How Chlorination Changes the Flour
Many commercial biscuit and cake flours are treated with chlorine gas during processing. This isn’t about sanitation. Chlorination changes the flour’s chemistry in ways that improve how it performs in delicate baked goods.
The treatment increases the surface properties of starch granules so they absorb fat and sugar more effectively. It also weakens the flour’s ability to form a gluten network, which is exactly the goal for tender biscuits. About half of the chlorine reacts with the flour’s proteins, roughly a third with its fats, and a smaller portion with the starch itself. These changes allow the starch to swell more during baking and create a better-structured crumb. Chlorinated soft wheat flour produces biscuits and cakes with improved volume, a finer texture, and a more uniform interior compared to untreated flour of the same protein level.
Not all biscuit flours are chlorinated, and some bakers prefer unbleached options. But if you’ve ever wondered why a specific brand of biscuit flour seems to perform differently from plain soft wheat flour with the same protein percentage, chlorination is often the reason.
Self-Rising Biscuit Flour
Many biscuit flours are sold as self-rising, meaning the leavening and salt are already mixed in. The standard ratio is 1½ teaspoons of baking powder and ¼ teaspoon of salt per cup of flour. This is convenient for quick biscuit recipes where you just need to cut in butter, add milk, and bake.

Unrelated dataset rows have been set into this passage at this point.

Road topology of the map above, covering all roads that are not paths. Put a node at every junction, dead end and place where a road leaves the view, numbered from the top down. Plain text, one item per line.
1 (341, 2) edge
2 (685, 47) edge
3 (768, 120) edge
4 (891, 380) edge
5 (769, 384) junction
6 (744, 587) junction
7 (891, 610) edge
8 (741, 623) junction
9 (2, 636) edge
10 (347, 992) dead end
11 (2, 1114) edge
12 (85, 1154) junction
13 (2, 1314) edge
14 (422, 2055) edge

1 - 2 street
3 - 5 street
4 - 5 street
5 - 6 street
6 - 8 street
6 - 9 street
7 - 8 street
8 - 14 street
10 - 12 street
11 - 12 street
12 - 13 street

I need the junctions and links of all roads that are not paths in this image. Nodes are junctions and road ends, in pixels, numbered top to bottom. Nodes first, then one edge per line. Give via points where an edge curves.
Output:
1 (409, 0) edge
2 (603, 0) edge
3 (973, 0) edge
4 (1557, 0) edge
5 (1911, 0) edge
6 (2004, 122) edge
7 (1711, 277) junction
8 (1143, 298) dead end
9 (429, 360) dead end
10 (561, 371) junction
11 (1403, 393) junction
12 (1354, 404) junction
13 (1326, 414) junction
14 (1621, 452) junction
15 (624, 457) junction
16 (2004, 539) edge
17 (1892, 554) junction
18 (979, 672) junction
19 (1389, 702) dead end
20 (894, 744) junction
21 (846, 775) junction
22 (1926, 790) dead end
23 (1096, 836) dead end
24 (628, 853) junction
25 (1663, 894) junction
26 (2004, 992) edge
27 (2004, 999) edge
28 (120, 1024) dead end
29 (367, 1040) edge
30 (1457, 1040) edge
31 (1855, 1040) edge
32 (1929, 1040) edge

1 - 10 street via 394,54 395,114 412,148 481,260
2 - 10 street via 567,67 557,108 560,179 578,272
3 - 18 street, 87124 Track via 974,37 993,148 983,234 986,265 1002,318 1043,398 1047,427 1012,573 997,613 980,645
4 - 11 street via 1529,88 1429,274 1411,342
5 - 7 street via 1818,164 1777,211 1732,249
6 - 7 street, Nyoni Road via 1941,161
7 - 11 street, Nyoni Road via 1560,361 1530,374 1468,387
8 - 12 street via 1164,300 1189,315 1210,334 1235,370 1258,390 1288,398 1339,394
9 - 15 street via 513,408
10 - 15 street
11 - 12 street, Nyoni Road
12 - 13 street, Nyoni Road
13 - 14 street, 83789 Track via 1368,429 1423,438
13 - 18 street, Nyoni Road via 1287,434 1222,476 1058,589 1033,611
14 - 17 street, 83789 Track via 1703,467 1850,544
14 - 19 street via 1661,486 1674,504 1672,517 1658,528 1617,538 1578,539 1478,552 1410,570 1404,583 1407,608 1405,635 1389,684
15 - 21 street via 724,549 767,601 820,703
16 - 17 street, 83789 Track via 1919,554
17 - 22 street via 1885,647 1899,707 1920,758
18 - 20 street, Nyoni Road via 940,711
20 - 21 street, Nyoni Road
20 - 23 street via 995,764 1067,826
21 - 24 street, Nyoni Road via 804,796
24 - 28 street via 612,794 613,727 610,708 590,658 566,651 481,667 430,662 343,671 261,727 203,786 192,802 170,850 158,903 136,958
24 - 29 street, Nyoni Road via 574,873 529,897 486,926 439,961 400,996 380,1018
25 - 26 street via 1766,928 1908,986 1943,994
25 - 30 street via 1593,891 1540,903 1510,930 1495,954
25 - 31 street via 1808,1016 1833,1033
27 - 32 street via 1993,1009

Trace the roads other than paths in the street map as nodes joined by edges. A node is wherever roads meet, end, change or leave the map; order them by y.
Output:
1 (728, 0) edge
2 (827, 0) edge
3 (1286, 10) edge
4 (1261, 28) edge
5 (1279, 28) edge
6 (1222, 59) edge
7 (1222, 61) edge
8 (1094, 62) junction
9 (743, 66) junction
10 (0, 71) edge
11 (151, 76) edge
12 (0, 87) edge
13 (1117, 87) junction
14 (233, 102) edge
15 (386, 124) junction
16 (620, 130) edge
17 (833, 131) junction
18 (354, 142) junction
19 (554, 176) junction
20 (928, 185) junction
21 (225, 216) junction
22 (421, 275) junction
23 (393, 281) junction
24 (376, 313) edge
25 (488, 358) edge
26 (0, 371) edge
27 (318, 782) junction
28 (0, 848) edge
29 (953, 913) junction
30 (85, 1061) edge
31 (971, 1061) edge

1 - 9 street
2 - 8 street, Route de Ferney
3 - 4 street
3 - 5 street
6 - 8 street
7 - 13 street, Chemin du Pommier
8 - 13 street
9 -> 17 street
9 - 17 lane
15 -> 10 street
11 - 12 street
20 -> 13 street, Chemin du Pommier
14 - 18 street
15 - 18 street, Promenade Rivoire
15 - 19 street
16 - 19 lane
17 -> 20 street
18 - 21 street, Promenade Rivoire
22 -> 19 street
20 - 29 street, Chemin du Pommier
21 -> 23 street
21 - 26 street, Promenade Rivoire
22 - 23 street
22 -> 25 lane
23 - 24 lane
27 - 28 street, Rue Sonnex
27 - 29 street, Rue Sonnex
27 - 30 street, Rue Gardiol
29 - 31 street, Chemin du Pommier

If you’re using self-rising biscuit flour, skip any additional baking powder or salt your recipe calls for. And if a recipe specifies plain biscuit flour (without leavening), don’t substitute self-rising without adjusting. Too much baking powder gives biscuits a bitter, metallic taste and can cause them to rise quickly and then collapse.
British vs. American Biscuit Flour
The term “biscuit” means different things on each side of the Atlantic, and so does the flour. In the U.S., biscuit flour is designed for the soft, layered quick bread served alongside meals. In the U.K., “biscuit” means what Americans would call a cookie or cracker.
Despite the different end products, the flour requirements overlap significantly. British plain flour already runs between 9% and 10% protein because most wheat grown in the U.K. is soft wheat. American all-purpose flour, milled primarily from hard wheat, sits higher at 10% to 12%. This means that British plain flour naturally behaves more like American biscuit flour, which is why British baking produces lighter, more delicate results by default with their standard flour. American bakers need to specifically seek out soft wheat flour to get a similar starting point.
Choosing and Substituting Biscuit Flour
If you can’t find a dedicated biscuit flour, you have a few practical options. Pastry flour, which runs around 8% to 9% protein, is the closest substitute. You can also approximate biscuit flour by replacing two tablespoons of all-purpose flour per cup with cornstarch. The cornstarch dilutes the protein content and interferes with gluten formation, producing a more tender result.
For the best biscuits, look for flour milled from soft winter wheat with protein at or below 9%. Handle the dough as little as possible, since even low-protein flour will develop some gluten if overworked. Cold butter, minimal mixing, and the right flour are the three factors that separate a great biscuit from a tough one.